The policy value, also known as the reserve, is the expected future loss variable, typically denoted as \(V = \mathrm{E~} L\). Sometimes we write \(_t V = \mathrm{E~} (L_t | T>t)\) to emphasize the conditional expectation, that is, we are only computing policy values for individuals who have survived \(t\) future years. In this basic case, the constant premium rate \(P\) is determined at contract initiation, e.g., at \(t=0\).
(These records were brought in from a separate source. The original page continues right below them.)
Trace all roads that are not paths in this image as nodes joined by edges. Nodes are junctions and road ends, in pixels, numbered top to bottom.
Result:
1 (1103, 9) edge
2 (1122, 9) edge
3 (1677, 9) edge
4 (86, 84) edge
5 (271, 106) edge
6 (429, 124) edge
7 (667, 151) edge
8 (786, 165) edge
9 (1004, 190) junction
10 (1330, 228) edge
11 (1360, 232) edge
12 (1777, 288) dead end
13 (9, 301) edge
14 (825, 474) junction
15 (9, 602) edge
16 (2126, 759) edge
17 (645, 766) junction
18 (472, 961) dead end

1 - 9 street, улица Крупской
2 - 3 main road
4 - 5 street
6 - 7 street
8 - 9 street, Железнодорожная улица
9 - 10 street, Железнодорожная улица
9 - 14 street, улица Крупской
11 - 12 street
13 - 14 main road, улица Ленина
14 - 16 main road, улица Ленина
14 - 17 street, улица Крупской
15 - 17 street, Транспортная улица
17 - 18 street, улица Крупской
Policy Value. Specifically, at time \(t\), the EPV of future benefits is \(\mathrm{E~} (v^{T-t}|T>t )= \bar{A}_{x+t}\). The EPV of future premiums is \(\mathrm{E~} (P \bar{a}_{\overline{T-t}|}|T>t )= P \bar{a}_{x+t}\). With these, the net premium policy value is
\begin{eqnarray*}
_t V^n = \bar{A}_{x+t} – P^n \bar{a}_{x+t}.
\end{eqnarray*}
In the premium modules, we learned that we could derive net premiums through the equivalence principle, that is, find \(P^n\) such that \(\mathrm{E~} L_0^n = ~_0 V^n = 0\). Thus, we have \(P^n = \bar{A}_{x+t}/\bar{a}_{x+t}.\)
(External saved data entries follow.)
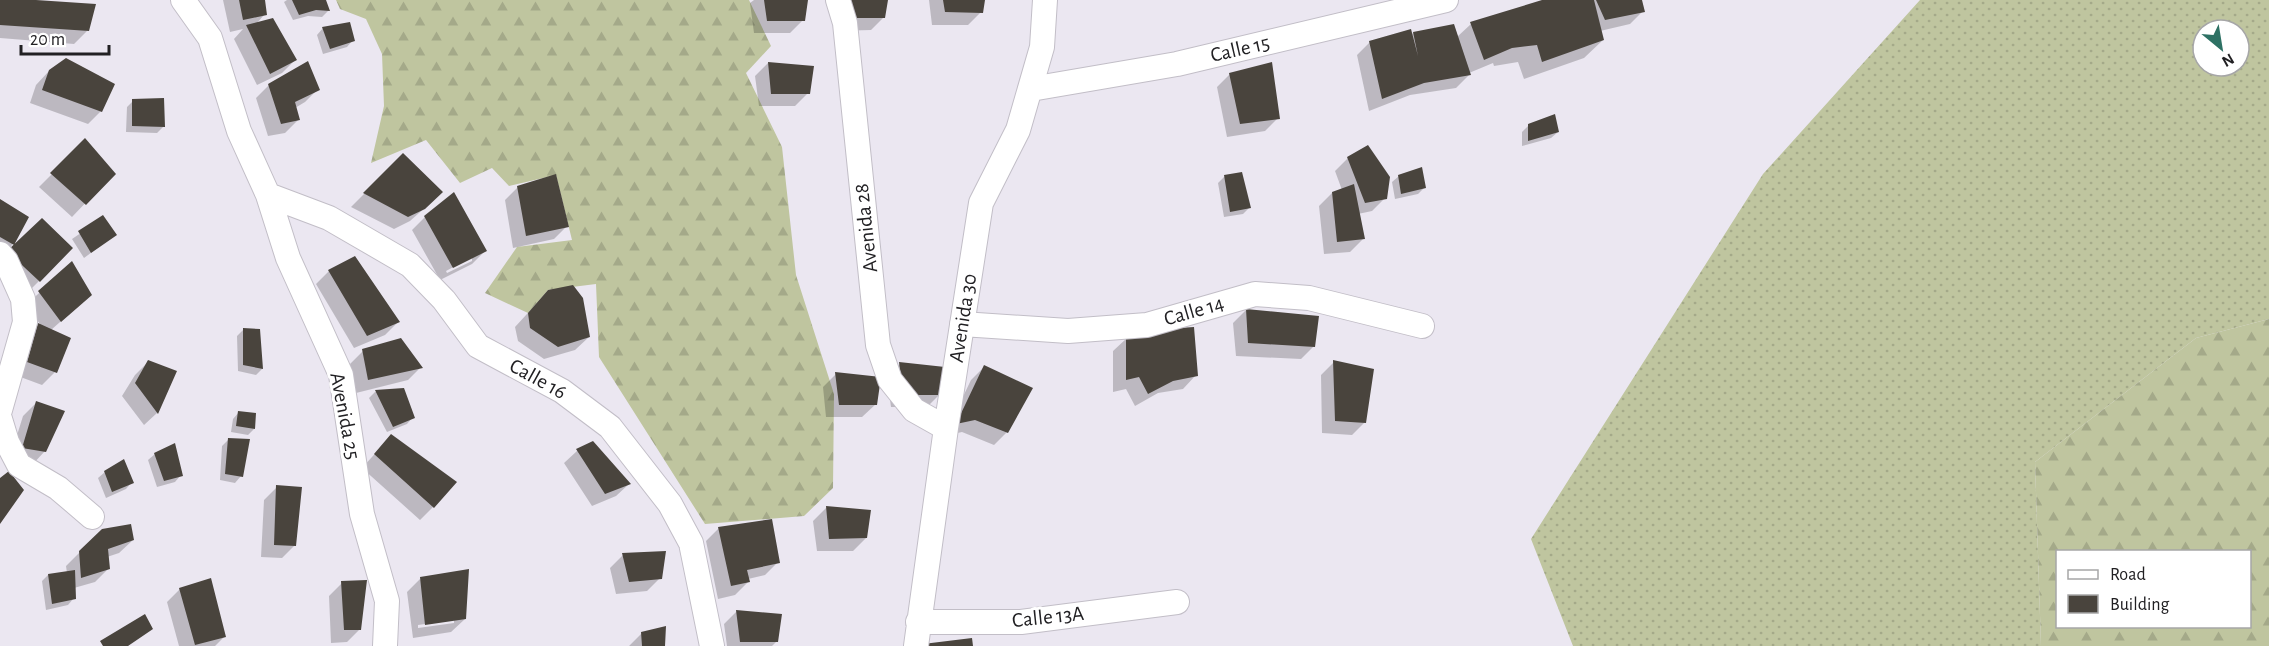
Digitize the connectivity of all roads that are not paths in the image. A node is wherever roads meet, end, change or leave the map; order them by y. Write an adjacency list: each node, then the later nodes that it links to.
1 (183, 0): 6 (street, Avenida 25)
2 (838, 0): 12 (street, Avenida 28)
3 (1045, 0): 5 (street, Avenida 30)
4 (1446, 0): 5 (street, Calle 15)
5 (1031, 89): 8 (street, Avenida 30)
6 (267, 195): 16 (street, Avenida 25); 17 (street, Calle 16)
7 (0, 254): 10 (street)
8 (962, 324): 9 (street, Calle 14); 12 (street, Avenida 30)
9 (1422, 326)
10 (0, 410)
11 (0, 418): 13 (street)
12 (946, 428): 15 (street, Avenida 30)
13 (92, 518)
14 (1177, 602): 15 (street, Calle 13A)
15 (918, 622): 18 (street, Avenida 30)
16 (385, 646)
17 (712, 646)
18 (916, 646)

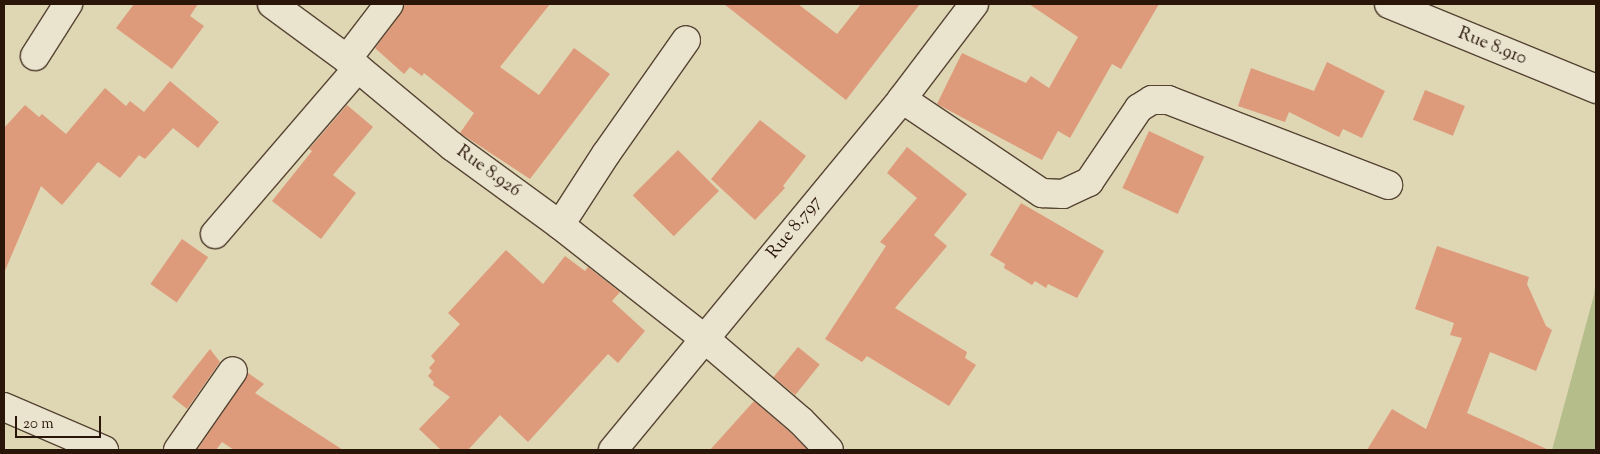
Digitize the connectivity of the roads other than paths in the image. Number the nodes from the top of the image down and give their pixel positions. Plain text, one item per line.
1 (68, 4) edge
2 (272, 4) edge
3 (389, 4) edge
4 (1389, 4) edge
5 (961, 8) edge
6 (686, 40) dead end
7 (35, 56) dead end
8 (353, 63) junction
9 (1596, 89) edge
10 (902, 99) junction
11 (1388, 184) dead end
12 (560, 225) junction
13 (215, 234) dead end
14 (705, 339) junction
15 (233, 371) dead end
16 (4, 407) edge
17 (104, 450) edge
18 (178, 450) edge
19 (614, 450) edge
20 (829, 450) edge

1 - 7 street
2 - 8 street, Rue 8.926
3 - 8 street
4 - 9 street, Rue 8.910
5 - 10 street, Rue 8.797
6 - 12 street
8 - 12 street, Rue 8.926
8 - 13 street
10 - 11 street
10 - 14 street, Rue 8.797
12 - 14 street, Rue 8.926
14 - 19 street, Rue 8.797
14 - 20 street, Rue 8.926
15 - 18 street
16 - 17 street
Variance. With the net premium and the relation \(\bar{a}_{\overline{T-t}|}=(1-v^{T-t})/\delta\), we write the net premium loss variable as
\begin{eqnarray*}
L_t^n =v^{T-t} – P^n \frac{1-v^{T-t}}{\delta}= \left(1+\frac{P^n}{\delta}\right) – \frac{P^n}{\delta}.
\end{eqnarray*}
Thus, we have
\begin{eqnarray*}
\textrm{Var}(L_t^n|T>t) &=& \left(1+\frac{P^n}{\delta}\right)^2 \textrm{Var}(v^{T-t}|T>t) \\
&=& \left(1+\frac{P^n}{\delta}\right)^2 \left( ~^2 \bar{A}_{x+t} – \bar{A}_{x+t}^2 \right) .
\end{eqnarray*}
Here, recall the notation \(~^2 \bar{A}\) means compute the EPV of a whole life insurance at force of interest \(2\delta\).